Die 23-Jährige kommt aus Wunstorf bei Hannover, wo auch der Bundeswehr-Standort ihres Vaters ist. Heute arbeiten Vater und Tochter praktisch Tür an Tür. Ihre Teileinheiten kooperieren eng. „Ich arbeite am Deckel und er am Topf“, so beschreibt die Soldatin die Hydraulik, für die der Vater zuständig ist, und die Mechanik, mit der sie sich auskennt. Genau in der Halle, wo sie ihre Ausbildung absolviert hat, hat sie sich vor etwa zehn Jahren umgesehen. „Wenn ich das alles so geplant hätte, wäre es wahrscheinlich nicht passiert“, sagt sie. „So war es dann Zufall.“

Für Antonia Klawon war und ist ihr Vater ein Vorbild und er ist sicher ein Grund dafür, dass sie sich für zwölf Jahre bei der Bundeswehr verpflichtet hat. In der Schule hatte sie zunächst das Fachabitur mit sozialem Schwerpunkt gewählt, aber schnell gemerkt, dass sie vom Handwerk nicht weg kommt und in die technische Richtung gewechselt. „Ganz früher wollte ich Kinderärztin werden, heute strebe ich die Feldwebellaufbahn an.“

Die Soldatin macht zur Zeit den Feldwebellehrgang in der Marseille-Kaserne in Appen. Insgesamt drei Monate verbringt die 23-Jährige an der Unteroffizierschule der Luftwaffe. Sie ist eine der wenigen Frauen, die hier ihre Ausbildung absolviert und eine Karriere bei der Bundeswehr anstrebt.

Seit 2001 stehen alle Laufbahnen bei den Streitkräften auch Frauen offen. Derzeit macht der Anteil der Berufs- und Zeitsoldatinnen in der Bundeswehr gut zehn Prozent aus: Von den rund 186.000 Soldaten der Bundeswehr sind knapp 19.000 Frauen. Im Sanitätsdienst beträgt der Frauenanteil 42 Prozent.

In der Marseille-Kaserne gab es in diesem Jahr viele Anmeldungen von Schülerinnen, die mehr über die Bundeswehr erfahren möchten. 27 Mädchen im Alter von 14 bis 16 Jahren treffen sich heute auf dem Gelände. Es ist unter anderem ein Vortrag der Wehrdienstberatung Itzehoe, eine Kasernenführung und die Vorstellung des Sanitätsdienstes geplant.

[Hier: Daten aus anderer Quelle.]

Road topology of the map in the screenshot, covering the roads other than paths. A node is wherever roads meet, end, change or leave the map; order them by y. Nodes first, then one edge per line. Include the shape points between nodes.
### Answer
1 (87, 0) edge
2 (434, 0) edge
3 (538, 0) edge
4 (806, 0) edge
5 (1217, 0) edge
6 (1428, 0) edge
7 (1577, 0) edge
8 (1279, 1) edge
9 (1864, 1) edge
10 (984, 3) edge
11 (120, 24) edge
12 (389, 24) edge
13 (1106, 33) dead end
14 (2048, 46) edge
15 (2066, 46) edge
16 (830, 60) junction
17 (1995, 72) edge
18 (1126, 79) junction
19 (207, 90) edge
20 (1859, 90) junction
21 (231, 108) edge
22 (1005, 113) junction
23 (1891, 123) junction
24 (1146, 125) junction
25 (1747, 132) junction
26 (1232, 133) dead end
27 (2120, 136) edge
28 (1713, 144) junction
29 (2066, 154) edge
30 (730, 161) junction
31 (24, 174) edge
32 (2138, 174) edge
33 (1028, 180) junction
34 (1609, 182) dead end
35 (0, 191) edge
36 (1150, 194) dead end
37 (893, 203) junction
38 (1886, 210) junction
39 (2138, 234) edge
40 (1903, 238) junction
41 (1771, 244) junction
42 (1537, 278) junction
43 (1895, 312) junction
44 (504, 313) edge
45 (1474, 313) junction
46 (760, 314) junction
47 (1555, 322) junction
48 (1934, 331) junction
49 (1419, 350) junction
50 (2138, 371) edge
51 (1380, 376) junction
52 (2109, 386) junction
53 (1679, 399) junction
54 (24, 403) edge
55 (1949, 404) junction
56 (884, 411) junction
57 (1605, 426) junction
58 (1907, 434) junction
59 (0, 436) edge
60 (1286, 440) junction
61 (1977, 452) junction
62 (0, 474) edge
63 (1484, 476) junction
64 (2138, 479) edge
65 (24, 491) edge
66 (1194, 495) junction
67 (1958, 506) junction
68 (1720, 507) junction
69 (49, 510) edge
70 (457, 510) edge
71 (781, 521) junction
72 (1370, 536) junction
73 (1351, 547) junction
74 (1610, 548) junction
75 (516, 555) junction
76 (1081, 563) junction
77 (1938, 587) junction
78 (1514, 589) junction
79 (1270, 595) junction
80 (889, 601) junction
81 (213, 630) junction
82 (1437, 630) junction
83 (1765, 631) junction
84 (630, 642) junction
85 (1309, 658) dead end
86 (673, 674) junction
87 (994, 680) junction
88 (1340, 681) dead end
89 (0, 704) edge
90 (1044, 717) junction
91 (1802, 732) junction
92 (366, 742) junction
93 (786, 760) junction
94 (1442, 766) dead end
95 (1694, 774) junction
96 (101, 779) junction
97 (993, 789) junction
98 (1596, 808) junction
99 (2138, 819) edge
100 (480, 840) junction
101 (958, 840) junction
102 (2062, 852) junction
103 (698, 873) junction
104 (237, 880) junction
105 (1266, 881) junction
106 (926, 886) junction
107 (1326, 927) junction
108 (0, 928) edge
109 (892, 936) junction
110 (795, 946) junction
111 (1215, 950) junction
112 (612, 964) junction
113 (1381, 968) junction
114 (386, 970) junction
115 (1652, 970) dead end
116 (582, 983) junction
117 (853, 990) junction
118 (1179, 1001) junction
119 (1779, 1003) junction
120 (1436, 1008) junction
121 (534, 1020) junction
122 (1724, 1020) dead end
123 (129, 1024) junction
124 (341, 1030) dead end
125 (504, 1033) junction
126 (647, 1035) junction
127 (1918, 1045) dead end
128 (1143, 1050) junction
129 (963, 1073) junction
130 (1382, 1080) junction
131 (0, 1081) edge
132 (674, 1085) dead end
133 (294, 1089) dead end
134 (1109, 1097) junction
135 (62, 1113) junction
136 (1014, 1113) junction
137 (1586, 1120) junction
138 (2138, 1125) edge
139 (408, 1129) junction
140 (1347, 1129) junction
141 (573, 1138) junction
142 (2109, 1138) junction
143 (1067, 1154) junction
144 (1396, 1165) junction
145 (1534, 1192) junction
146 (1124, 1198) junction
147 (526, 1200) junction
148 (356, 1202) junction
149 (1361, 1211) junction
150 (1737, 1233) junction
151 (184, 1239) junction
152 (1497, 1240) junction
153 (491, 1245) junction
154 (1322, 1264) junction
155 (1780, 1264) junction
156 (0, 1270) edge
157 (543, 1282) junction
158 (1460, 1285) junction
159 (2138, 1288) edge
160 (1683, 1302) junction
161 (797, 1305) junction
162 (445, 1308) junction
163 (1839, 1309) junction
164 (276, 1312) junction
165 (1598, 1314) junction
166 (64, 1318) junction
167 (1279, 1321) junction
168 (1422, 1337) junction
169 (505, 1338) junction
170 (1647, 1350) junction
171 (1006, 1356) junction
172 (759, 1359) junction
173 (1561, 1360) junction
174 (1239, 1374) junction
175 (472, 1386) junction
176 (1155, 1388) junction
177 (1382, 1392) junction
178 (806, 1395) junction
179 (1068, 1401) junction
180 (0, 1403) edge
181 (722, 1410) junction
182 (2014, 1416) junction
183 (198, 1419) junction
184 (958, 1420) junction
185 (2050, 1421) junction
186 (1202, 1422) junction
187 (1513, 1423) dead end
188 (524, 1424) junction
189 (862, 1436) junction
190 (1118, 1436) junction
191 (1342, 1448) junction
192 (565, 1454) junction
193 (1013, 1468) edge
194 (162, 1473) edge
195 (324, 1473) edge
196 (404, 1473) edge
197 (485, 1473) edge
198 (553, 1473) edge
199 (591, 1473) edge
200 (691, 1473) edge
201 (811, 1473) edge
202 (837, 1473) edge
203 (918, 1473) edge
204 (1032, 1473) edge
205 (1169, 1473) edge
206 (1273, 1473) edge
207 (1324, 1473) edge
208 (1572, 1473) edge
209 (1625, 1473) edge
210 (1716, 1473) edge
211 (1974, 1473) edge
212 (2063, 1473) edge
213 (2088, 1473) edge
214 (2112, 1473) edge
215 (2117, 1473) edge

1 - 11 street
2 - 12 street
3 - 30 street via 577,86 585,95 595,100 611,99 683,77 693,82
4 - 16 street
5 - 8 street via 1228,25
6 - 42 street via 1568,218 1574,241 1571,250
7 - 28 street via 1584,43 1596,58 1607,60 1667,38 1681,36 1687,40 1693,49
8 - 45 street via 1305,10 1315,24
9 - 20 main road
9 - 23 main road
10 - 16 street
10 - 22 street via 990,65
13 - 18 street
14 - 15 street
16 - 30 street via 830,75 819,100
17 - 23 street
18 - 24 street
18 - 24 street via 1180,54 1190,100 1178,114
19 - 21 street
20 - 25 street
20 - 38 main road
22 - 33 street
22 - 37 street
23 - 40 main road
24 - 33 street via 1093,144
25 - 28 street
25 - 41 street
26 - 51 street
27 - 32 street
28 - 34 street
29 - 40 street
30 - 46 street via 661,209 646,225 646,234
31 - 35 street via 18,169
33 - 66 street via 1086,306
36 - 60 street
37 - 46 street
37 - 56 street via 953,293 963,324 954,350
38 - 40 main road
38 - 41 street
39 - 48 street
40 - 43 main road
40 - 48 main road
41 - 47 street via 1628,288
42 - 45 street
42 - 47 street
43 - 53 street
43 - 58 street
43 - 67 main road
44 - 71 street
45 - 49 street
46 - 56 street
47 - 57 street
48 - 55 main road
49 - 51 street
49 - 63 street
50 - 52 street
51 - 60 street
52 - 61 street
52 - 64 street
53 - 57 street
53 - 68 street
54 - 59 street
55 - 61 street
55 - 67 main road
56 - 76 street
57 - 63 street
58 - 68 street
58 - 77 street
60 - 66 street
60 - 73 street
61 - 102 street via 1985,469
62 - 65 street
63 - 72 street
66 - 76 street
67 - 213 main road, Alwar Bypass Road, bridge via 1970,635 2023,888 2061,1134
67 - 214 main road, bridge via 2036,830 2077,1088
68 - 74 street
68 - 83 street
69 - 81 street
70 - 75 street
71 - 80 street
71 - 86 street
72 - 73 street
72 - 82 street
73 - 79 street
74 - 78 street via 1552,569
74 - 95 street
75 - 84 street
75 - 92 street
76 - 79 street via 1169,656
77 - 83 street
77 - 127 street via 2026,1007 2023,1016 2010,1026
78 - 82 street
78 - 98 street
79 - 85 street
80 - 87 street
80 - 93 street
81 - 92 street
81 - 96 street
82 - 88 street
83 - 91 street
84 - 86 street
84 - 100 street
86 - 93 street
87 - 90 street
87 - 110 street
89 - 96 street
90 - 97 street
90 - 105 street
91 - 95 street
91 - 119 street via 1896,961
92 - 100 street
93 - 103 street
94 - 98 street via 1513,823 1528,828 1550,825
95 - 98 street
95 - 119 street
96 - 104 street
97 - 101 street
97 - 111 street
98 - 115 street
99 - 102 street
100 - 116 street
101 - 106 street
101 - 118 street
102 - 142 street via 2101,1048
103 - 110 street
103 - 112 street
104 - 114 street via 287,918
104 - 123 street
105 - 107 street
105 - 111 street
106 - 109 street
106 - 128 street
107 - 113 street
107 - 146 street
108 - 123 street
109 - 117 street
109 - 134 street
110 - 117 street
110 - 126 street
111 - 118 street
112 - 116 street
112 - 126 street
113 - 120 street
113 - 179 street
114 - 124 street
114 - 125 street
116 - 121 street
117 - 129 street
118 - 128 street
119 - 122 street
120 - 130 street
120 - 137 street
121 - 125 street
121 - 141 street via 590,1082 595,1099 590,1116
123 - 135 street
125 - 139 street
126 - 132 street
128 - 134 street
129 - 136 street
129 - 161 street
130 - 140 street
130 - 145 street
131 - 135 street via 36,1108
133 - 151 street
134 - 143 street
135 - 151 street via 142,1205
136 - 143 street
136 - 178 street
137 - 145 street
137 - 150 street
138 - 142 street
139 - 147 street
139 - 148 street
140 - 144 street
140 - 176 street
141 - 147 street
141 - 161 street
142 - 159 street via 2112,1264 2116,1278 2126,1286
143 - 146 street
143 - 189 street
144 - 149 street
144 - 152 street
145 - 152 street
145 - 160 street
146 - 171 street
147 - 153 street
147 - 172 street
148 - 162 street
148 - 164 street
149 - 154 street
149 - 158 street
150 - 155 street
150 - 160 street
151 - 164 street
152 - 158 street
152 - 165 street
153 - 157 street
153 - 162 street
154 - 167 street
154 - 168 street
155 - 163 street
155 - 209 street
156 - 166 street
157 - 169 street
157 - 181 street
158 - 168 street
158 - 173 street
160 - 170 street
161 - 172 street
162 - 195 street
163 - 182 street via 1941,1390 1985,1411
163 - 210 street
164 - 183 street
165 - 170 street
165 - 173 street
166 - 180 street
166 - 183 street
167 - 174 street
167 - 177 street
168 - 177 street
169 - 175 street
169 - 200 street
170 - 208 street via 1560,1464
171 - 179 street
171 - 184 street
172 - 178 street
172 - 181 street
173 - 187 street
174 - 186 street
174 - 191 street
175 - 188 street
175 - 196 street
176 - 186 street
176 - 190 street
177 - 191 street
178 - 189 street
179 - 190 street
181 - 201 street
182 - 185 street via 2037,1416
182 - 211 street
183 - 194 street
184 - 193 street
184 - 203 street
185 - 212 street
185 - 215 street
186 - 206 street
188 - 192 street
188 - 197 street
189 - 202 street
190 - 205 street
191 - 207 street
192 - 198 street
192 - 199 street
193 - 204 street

Am Ende gibt es eine Gesprächsrunde zum Thema „Frauen in der Bundeswehr“. „Da bleiben die Frauen unter sich“, sagt Hauptmann Christian Schmitz. Er ist einer der Organisatoren des Girls’ Day.

Seit zehn Jahren veranstaltet die Appener Kaserne den Mädchen-Zukunftstag. „Es hat sich viel getan in den vergangenen Jahren“, sagt Schmitz. Die Altersbegrenzung wurde zum Beispiel nach oben gesetzt, früher kamen auch Mädchen im Alter von elf Jahren. Aber erst Jugendliche im Alter von 14 bis 16 Jahren machten sich schon Gedanken um die Zukunft, so Schmitz.

Schülerinnen der neunten und zehnten Klassen haben heute die Möglichkeit, Fragen zu stellen zum Dienst als Frau in den Streitkräften und zu möglichen Laufbahnen, aber auch zu den Anforderungen im Soldatenberuf. Sie bekommen Einblicke in die Unterkünfte der Soldaten, sie sehen Sanitätern der Bundeswehr bei der Arbeit zu und können bei manchen Aktionen auch selber mitmachen.